Table 5.3 compares the measured speciﬁcation of the fabricated MP-based LDPC decoder to
the speciﬁcations of different digital and analog decoders reported in literature.
The comparison shows that the MP-based LDPC decoder has the second highest throughput
amongst the reported analog decoders. However, the turbo decoder with the highest throughput
[96] has an energy efﬁciency much lower than the MP-based design. Moreover, the turbo decoder
has a longer codeword length than ours. The benchmark min-sum LDPC decoder [77] has the
same codelength as the proposed MP-based LDPC decoder. However, the former measured the
energy efﬁciency based on the power consumption for the whole chip, while the latter based on
the core, which makes the comparison difﬁcult. However, it can be seen that the throughput of the
MP-based LDPC decoder is more than twice that of the benchmark min-sum LDPC decoder.

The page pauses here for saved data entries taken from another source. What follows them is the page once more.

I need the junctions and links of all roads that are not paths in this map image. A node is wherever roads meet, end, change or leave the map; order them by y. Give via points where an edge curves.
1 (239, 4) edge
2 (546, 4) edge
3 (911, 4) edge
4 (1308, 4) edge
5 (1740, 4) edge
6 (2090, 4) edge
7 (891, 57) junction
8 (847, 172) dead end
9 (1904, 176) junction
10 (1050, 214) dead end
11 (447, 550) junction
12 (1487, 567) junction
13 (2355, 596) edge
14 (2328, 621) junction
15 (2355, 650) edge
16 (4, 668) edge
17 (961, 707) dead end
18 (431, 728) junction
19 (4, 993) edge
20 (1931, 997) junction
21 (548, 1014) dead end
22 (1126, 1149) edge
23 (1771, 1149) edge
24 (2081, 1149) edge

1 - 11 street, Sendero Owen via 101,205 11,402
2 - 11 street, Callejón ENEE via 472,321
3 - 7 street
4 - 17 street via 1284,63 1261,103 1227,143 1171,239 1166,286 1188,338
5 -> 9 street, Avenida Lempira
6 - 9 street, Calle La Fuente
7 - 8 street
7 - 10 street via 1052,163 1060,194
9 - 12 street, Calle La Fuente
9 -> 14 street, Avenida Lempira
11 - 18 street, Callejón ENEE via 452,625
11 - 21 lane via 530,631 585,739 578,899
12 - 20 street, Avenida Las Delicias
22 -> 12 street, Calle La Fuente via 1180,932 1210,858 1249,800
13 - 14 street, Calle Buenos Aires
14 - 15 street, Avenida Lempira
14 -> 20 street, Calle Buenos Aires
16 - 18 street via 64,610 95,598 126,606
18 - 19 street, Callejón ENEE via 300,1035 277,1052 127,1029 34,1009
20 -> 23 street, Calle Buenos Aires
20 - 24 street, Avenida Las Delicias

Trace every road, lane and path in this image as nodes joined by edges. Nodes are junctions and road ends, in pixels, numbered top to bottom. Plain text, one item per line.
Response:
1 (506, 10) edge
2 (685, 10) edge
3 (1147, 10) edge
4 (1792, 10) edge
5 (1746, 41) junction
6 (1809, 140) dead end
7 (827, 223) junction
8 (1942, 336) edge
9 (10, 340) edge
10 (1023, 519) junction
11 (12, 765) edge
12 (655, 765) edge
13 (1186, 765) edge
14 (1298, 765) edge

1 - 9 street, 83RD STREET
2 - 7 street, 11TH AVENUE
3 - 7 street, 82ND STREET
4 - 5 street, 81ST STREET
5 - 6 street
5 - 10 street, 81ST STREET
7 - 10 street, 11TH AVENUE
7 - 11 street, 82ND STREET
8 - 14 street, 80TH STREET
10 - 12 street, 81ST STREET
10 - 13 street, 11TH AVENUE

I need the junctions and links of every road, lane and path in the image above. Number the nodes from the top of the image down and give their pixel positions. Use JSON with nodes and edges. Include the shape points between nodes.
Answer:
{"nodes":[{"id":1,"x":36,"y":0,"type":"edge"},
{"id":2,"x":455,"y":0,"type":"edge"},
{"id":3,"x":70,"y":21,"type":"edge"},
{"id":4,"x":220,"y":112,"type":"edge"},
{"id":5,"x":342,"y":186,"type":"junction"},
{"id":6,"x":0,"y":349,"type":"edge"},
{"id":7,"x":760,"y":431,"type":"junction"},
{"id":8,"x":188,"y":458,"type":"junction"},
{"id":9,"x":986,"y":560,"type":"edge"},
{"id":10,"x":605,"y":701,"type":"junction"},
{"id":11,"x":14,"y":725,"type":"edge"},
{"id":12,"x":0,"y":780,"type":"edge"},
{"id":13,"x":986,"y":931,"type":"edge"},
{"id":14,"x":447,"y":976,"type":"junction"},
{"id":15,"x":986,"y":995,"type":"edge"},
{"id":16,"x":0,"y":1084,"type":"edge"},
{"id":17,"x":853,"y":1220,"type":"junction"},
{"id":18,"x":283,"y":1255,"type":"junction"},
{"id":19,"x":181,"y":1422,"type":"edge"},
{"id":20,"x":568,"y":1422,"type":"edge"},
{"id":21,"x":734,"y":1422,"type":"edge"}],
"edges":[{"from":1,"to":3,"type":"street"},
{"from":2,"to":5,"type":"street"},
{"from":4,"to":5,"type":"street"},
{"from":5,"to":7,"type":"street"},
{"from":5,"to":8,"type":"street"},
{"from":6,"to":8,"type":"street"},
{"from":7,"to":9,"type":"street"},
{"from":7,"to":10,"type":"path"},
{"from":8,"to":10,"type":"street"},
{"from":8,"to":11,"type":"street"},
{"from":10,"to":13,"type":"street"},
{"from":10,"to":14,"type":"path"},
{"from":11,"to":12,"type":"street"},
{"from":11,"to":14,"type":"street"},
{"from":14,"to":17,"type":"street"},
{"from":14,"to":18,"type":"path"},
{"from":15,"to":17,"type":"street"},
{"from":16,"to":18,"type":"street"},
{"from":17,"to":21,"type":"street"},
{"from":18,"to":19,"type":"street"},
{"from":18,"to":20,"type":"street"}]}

In
terms of energy efﬁciency, the MP-based LDPC decoder has the second highest energy efﬁciency.
Whereas the (8,4) Hamming Trellis graph decoder, which has the highest energy efﬁciency, has
a much lower throughput than this implementation. In terms of the silicon area, the proposed
implementation achieves integration density comparable to that of [77], considering the differences
in the respective technology feature size.
The table of comparison also shows that state-of-the-art digital decoders can also enjoy high
energy-efﬁciencies as the analog decoders. This is because these implementations exploit highly
parallel architecture [72, 73], early termination techniques [97], post-processing methods [98] and
aggressive feature and voltage scaling. However, it should be noted that unlike analog decoders,
digital decoders require an analog-to-digital converter to digitize the analog channel information.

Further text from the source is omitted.